WHAT TO DO ▸ In the entries below, count every line with the word "Condor". Return only the count.

[Collected data]
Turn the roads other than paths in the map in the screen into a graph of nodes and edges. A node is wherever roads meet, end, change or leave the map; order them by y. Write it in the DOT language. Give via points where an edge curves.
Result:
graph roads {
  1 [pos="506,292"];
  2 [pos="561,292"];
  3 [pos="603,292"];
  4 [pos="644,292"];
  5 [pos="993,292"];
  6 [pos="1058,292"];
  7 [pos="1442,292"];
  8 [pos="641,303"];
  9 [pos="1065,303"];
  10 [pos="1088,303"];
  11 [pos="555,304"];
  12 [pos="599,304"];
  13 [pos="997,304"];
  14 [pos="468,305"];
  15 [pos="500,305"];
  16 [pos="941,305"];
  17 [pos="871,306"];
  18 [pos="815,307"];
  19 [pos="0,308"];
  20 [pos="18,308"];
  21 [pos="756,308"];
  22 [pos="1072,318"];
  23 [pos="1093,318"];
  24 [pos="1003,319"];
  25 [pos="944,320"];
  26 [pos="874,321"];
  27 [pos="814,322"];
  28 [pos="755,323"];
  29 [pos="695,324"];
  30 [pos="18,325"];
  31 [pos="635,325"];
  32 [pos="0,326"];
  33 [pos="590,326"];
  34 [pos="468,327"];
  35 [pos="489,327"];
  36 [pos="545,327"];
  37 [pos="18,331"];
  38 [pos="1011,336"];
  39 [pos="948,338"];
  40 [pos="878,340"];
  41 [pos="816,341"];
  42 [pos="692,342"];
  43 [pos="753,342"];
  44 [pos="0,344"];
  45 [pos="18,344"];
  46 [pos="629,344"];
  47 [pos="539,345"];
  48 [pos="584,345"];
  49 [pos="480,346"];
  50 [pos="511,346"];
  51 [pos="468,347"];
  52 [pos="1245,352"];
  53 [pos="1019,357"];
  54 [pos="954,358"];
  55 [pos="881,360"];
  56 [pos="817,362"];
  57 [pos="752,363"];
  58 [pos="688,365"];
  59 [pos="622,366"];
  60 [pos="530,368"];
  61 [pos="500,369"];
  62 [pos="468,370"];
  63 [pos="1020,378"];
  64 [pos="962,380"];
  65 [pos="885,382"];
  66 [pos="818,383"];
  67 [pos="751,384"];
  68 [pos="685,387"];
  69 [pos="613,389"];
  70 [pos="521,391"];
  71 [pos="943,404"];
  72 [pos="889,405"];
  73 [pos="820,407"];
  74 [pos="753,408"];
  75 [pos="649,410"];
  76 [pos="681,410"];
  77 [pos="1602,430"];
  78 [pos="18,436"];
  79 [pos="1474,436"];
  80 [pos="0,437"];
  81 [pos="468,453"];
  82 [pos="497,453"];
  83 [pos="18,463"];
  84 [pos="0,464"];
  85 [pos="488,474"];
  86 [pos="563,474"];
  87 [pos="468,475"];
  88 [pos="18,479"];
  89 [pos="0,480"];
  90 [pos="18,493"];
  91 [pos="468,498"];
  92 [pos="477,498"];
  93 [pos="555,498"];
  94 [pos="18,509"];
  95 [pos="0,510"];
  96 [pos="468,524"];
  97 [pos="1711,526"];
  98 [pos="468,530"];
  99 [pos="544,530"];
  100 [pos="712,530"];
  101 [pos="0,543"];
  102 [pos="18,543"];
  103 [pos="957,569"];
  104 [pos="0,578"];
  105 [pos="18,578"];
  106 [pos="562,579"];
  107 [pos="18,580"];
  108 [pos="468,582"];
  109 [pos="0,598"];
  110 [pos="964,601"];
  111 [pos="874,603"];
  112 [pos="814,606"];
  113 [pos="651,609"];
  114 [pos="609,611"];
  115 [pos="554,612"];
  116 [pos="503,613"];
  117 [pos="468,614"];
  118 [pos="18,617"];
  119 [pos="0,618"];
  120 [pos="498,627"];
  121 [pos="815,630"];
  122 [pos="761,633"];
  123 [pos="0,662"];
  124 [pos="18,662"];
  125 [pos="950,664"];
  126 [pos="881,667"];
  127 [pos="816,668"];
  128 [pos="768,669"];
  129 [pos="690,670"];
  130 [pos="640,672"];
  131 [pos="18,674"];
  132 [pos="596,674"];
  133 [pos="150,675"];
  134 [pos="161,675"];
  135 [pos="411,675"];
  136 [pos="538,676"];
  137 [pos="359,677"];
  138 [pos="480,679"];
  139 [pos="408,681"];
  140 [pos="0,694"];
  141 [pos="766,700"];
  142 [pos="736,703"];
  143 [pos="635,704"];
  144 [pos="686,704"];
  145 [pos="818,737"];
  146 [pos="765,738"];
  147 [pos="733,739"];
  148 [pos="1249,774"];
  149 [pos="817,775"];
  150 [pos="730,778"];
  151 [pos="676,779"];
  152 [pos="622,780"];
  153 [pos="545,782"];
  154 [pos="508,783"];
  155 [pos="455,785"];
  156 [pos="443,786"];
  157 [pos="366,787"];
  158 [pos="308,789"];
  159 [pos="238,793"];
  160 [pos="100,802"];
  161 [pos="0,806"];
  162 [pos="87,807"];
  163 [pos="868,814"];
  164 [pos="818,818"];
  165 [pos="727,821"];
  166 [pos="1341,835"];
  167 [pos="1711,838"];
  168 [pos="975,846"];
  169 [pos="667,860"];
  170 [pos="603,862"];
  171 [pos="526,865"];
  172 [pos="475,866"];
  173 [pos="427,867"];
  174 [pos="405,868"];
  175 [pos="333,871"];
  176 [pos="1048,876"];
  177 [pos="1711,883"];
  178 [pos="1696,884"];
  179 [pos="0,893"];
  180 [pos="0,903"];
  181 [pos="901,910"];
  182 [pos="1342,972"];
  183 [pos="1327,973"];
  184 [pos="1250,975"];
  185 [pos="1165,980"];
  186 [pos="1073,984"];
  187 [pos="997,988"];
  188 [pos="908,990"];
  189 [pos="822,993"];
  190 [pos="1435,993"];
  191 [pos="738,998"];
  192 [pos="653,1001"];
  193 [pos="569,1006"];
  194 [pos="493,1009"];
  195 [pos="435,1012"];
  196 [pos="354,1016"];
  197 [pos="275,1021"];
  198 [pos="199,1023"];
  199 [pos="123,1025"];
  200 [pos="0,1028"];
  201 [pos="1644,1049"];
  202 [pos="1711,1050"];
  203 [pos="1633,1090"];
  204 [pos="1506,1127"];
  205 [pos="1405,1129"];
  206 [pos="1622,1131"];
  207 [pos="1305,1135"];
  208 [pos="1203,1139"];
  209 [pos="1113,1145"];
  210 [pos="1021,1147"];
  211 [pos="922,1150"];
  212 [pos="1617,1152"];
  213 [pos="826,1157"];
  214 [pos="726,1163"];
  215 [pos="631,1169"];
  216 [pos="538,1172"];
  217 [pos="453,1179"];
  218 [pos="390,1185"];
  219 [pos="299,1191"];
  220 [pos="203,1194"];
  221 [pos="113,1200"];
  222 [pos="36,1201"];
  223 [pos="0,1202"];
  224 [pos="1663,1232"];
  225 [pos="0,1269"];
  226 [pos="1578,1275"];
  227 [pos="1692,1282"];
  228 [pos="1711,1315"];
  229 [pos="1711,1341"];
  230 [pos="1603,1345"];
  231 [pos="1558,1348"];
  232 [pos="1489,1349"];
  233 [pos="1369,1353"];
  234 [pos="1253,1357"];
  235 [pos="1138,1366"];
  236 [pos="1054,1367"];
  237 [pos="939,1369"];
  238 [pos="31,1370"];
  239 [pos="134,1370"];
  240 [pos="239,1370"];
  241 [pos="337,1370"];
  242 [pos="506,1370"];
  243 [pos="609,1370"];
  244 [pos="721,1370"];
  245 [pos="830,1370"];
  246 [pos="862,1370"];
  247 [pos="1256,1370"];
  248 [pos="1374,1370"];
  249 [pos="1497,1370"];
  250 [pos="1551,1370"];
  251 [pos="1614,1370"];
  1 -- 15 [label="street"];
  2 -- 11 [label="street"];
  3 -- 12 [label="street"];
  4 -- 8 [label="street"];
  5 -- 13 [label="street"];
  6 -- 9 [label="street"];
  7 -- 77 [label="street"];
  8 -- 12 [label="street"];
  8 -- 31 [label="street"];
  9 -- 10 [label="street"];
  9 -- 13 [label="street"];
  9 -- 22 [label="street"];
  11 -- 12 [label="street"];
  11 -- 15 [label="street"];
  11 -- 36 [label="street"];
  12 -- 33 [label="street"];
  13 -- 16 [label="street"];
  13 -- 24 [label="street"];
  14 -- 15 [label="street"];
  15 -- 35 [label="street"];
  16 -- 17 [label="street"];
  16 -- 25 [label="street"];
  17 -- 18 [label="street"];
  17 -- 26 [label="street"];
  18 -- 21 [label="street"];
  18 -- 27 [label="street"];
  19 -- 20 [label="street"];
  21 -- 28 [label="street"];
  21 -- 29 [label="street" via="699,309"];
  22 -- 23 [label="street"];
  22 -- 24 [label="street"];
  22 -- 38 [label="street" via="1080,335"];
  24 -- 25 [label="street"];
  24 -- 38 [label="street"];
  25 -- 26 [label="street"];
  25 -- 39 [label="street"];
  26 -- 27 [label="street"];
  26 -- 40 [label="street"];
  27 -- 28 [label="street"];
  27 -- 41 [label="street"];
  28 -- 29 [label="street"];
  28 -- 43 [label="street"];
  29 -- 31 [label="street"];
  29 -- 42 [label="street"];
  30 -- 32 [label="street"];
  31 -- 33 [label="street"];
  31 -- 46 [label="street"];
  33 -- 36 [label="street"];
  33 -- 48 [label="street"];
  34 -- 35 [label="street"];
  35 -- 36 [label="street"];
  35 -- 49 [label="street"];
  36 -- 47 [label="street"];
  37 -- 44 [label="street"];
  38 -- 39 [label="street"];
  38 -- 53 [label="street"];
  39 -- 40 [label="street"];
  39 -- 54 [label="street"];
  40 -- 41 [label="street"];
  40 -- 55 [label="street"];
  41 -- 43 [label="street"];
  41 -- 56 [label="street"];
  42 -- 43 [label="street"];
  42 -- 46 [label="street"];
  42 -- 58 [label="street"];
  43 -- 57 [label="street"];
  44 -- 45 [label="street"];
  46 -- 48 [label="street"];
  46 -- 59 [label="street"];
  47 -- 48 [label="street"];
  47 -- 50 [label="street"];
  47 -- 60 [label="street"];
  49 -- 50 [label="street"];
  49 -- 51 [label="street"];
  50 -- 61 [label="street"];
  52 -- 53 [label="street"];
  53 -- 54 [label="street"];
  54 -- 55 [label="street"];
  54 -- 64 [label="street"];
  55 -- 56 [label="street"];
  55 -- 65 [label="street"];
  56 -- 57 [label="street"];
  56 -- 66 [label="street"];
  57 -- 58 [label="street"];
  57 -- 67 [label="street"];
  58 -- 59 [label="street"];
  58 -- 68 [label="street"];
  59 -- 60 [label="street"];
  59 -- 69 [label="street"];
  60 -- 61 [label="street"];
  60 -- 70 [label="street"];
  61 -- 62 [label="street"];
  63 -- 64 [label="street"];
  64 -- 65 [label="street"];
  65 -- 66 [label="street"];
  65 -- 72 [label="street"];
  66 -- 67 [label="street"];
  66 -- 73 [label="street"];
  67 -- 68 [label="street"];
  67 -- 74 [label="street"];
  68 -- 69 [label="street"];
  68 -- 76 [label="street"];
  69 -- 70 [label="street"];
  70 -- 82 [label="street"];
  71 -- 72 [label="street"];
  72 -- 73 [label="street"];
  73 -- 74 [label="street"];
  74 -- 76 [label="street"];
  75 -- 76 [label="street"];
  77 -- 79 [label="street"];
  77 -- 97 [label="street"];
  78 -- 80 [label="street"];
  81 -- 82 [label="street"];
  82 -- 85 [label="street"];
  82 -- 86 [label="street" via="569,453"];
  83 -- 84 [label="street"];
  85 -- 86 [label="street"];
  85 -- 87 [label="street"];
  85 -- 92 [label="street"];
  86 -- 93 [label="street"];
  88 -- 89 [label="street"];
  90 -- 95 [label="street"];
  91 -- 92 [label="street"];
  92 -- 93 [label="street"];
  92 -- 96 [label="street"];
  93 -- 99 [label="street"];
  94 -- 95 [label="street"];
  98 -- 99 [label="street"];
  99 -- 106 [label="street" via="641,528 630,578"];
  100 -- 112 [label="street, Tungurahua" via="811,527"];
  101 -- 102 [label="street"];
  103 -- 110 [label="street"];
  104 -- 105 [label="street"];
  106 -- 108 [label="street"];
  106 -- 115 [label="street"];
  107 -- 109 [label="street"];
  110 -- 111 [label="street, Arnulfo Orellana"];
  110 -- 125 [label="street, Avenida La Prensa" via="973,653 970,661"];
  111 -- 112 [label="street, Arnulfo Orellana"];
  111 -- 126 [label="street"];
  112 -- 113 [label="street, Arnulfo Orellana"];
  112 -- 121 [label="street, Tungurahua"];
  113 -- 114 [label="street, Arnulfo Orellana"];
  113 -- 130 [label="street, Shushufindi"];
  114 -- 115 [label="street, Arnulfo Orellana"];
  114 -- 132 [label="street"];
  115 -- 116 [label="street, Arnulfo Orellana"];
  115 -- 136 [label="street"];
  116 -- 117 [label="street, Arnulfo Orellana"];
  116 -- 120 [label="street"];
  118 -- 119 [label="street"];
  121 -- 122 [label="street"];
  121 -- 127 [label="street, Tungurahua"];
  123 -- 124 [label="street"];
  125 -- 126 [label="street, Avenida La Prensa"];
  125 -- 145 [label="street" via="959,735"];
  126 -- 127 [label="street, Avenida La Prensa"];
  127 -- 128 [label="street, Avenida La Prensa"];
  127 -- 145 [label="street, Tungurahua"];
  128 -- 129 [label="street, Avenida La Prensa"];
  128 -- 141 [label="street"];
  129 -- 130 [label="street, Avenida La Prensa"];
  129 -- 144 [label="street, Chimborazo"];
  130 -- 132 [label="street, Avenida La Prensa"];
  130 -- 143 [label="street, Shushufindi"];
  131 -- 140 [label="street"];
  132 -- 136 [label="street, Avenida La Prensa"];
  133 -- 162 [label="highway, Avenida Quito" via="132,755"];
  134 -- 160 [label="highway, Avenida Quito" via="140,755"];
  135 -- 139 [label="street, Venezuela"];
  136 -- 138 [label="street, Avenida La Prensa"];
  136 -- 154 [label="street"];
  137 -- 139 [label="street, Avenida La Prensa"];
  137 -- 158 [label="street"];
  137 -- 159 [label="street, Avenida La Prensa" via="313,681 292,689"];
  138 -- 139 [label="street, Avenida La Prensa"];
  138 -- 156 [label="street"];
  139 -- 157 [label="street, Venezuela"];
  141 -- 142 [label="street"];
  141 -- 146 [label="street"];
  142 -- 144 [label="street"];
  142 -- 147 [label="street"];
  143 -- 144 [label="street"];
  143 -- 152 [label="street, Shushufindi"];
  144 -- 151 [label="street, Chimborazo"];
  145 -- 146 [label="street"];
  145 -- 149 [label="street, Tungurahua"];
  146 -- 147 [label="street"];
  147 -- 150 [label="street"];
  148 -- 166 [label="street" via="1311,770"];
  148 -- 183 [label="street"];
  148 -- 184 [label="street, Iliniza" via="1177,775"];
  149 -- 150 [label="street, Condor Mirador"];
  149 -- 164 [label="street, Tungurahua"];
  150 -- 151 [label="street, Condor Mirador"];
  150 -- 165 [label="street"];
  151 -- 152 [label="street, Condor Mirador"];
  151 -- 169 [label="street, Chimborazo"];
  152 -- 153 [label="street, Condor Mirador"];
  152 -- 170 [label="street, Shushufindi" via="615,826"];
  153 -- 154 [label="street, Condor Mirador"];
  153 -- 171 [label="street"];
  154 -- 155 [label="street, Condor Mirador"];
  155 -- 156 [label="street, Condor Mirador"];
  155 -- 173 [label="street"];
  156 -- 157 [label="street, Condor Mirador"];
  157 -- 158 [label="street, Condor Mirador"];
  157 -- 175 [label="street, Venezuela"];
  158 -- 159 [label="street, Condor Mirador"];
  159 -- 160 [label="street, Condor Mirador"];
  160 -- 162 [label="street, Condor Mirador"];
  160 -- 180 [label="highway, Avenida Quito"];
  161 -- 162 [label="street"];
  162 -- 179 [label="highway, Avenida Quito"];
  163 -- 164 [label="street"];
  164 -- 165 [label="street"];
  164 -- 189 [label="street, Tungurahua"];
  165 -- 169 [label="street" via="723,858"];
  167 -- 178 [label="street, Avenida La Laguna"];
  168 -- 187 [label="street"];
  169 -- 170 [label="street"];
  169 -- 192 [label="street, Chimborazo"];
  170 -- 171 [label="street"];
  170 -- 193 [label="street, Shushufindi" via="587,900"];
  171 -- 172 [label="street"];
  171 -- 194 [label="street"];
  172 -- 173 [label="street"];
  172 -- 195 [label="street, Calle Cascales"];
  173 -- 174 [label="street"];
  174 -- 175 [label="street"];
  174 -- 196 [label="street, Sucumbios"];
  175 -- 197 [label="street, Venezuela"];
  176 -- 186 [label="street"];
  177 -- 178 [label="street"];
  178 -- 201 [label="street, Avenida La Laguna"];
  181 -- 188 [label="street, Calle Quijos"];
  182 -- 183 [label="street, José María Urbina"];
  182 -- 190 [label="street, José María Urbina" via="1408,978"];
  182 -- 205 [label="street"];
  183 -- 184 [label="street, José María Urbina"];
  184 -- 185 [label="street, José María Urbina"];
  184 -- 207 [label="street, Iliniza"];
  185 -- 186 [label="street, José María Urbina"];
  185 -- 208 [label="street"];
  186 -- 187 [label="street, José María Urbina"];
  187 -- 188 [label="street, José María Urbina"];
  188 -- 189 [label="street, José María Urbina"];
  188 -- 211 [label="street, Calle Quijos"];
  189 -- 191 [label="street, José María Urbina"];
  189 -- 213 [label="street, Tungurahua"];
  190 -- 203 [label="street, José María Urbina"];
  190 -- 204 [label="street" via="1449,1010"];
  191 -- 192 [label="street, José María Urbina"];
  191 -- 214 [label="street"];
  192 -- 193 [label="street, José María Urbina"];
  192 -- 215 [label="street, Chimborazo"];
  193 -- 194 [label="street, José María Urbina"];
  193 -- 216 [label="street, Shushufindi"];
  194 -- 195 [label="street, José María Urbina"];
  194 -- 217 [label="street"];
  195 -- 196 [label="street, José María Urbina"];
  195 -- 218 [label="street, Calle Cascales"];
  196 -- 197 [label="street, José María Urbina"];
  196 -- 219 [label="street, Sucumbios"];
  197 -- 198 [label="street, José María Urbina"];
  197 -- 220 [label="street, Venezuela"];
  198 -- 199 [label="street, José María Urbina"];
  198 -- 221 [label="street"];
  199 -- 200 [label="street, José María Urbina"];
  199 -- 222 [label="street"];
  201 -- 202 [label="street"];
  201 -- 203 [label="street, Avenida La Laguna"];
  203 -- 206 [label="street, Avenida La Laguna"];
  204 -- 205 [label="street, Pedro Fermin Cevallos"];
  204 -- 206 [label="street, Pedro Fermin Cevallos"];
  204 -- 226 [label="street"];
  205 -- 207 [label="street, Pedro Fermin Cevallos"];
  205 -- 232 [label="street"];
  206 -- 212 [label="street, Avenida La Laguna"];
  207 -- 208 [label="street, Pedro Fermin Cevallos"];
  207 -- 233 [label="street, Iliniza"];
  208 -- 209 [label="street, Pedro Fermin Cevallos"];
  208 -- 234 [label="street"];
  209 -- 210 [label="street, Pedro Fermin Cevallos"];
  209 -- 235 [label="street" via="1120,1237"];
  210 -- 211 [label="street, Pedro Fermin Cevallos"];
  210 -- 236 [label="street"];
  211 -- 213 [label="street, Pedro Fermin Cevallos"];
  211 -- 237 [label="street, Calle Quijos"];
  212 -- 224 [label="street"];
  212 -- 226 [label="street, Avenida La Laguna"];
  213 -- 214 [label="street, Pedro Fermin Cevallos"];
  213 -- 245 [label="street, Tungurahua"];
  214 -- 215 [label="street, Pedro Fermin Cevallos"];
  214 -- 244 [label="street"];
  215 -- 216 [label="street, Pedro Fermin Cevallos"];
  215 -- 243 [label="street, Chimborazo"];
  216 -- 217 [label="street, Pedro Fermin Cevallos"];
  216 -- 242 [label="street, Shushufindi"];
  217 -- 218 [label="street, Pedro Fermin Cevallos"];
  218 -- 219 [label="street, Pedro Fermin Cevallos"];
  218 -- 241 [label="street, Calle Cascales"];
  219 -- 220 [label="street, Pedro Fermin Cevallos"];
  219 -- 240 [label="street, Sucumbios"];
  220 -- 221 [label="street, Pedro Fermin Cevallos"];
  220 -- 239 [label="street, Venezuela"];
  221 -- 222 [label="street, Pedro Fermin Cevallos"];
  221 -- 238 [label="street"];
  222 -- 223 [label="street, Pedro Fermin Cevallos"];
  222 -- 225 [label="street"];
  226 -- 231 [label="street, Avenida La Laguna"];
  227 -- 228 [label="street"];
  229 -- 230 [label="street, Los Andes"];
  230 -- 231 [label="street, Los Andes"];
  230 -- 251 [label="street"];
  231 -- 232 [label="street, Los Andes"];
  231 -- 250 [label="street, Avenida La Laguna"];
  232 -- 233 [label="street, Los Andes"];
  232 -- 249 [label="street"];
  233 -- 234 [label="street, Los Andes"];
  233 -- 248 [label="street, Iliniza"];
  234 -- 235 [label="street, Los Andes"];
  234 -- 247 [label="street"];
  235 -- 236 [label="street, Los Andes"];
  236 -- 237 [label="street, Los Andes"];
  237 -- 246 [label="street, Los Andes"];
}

SOLVED EXERCISE ▸ 12